(INFORMATION begins)

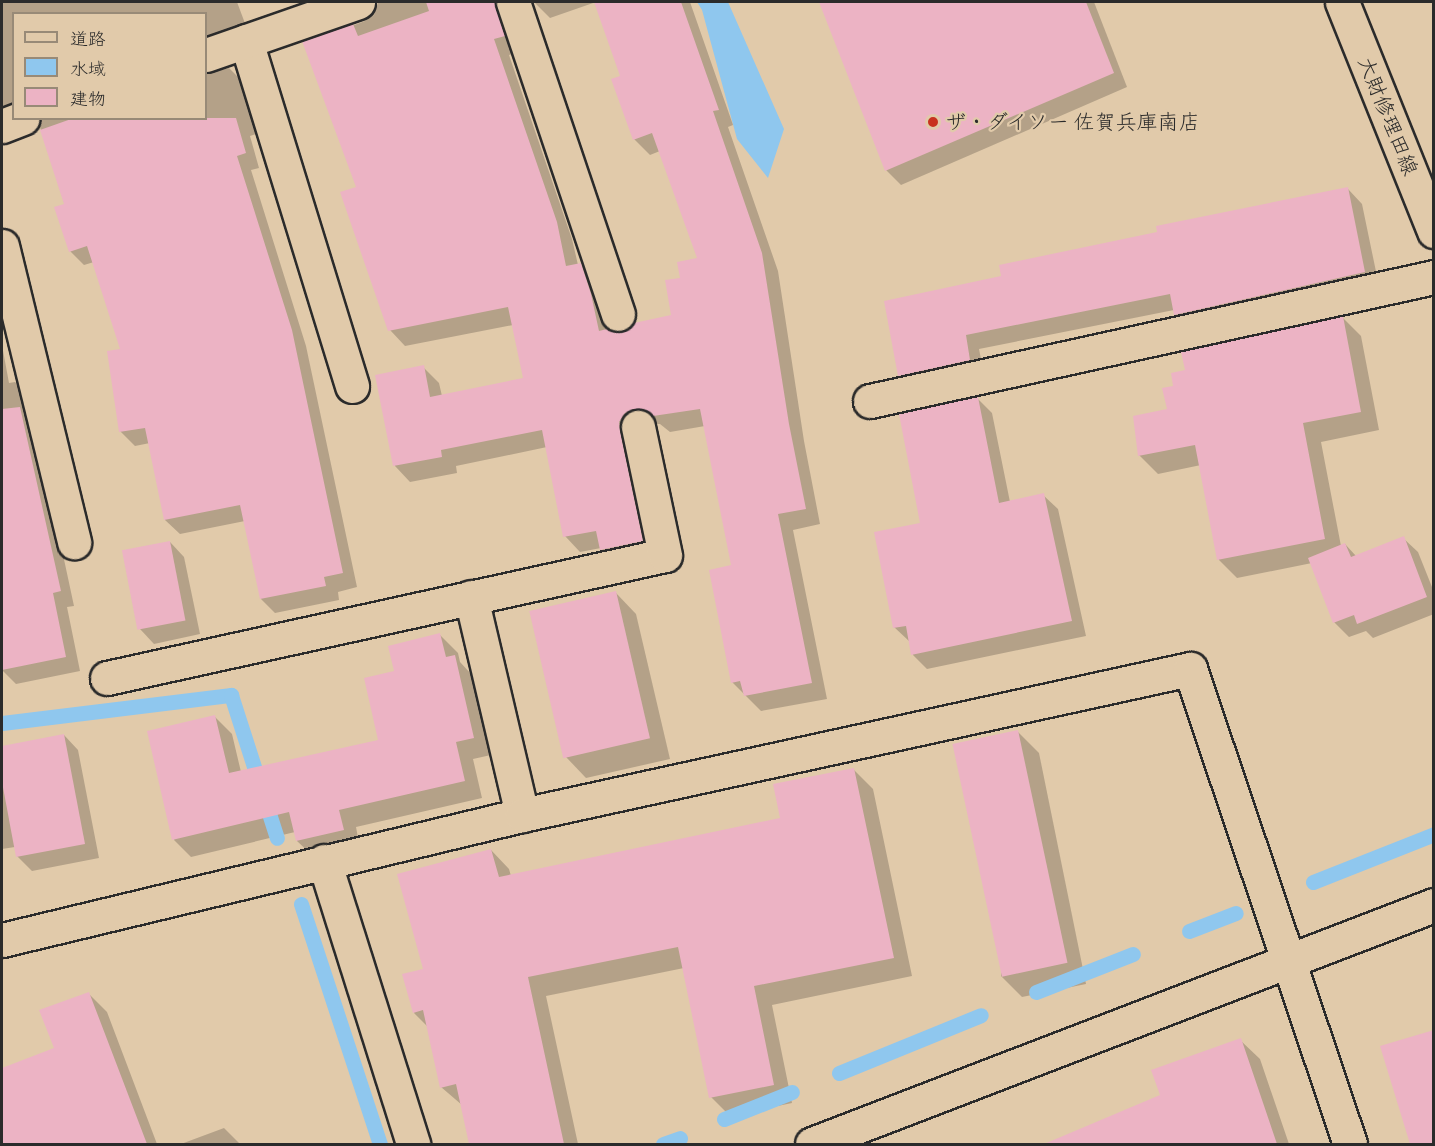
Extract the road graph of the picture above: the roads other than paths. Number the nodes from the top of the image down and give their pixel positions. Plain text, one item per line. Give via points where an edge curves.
1 (358, 2) edge
2 (513, 2) edge
3 (1342, 2) edge
4 (246, 41) junction
5 (207, 55) edge
6 (18, 120) edge
7 (2, 126) edge
8 (1434, 231) edge
9 (2, 246) edge
10 (1434, 277) edge
11 (618, 314) dead end
12 (352, 386) dead end
13 (870, 401) dead end
14 (638, 427) dead end
15 (74, 542) dead end
16 (471, 597) junction
17 (107, 678) dead end
18 (522, 815) junction
19 (324, 861) junction
20 (1434, 905) edge
21 (2, 940) edge
22 (1289, 961) junction
23 (413, 1144) edge
24 (812, 1144) edge
25 (1350, 1144) edge

1 - 4 street
2 - 11 street
3 - 8 street, 大財修理田線
4 - 5 street
4 - 12 street
6 - 7 street
9 - 15 street
10 - 13 street
14 - 16 street via 665,555
16 - 17 street
16 - 18 street
18 - 19 street
18 - 22 street via 1190,669
19 - 21 street
19 - 23 street
20 - 22 street
22 - 24 street
22 - 25 street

(INFORMATION ends)

Omit each image and transcribe the remaining records word for word.

Extract the road graph of the picture above: the roads other than paths. Number the nodes from the top of the image down and give their pixel positions. Plain text, one item per line. Give via points where an edge curves.
1 (358, 2) edge
2 (513, 2) edge
3 (1342, 2) edge
4 (246, 41) junction
5 (207, 55) edge
6 (18, 120) edge
7 (2, 126) edge
8 (1434, 231) edge
9 (2, 246) edge
10 (1434, 277) edge
11 (618, 314) dead end
12 (352, 386) dead end
13 (870, 401) dead end
14 (638, 427) dead end
15 (74, 542) dead end
16 (471, 597) junction
17 (107, 678) dead end
18 (522, 815) junction
19 (324, 861) junction
20 (1434, 905) edge
21 (2, 940) edge
22 (1289, 961) junction
23 (413, 1144) edge
24 (812, 1144) edge
25 (1350, 1144) edge

1 - 4 street
2 - 11 street
3 - 8 street, 大財修理田線
4 - 5 street
4 - 12 street
6 - 7 street
9 - 15 street
10 - 13 street
14 - 16 street via 665,555
16 - 17 street
16 - 18 street
18 - 19 street
18 - 22 street via 1190,669
19 - 21 street
19 - 23 street
20 - 22 street
22 - 24 street
22 - 25 street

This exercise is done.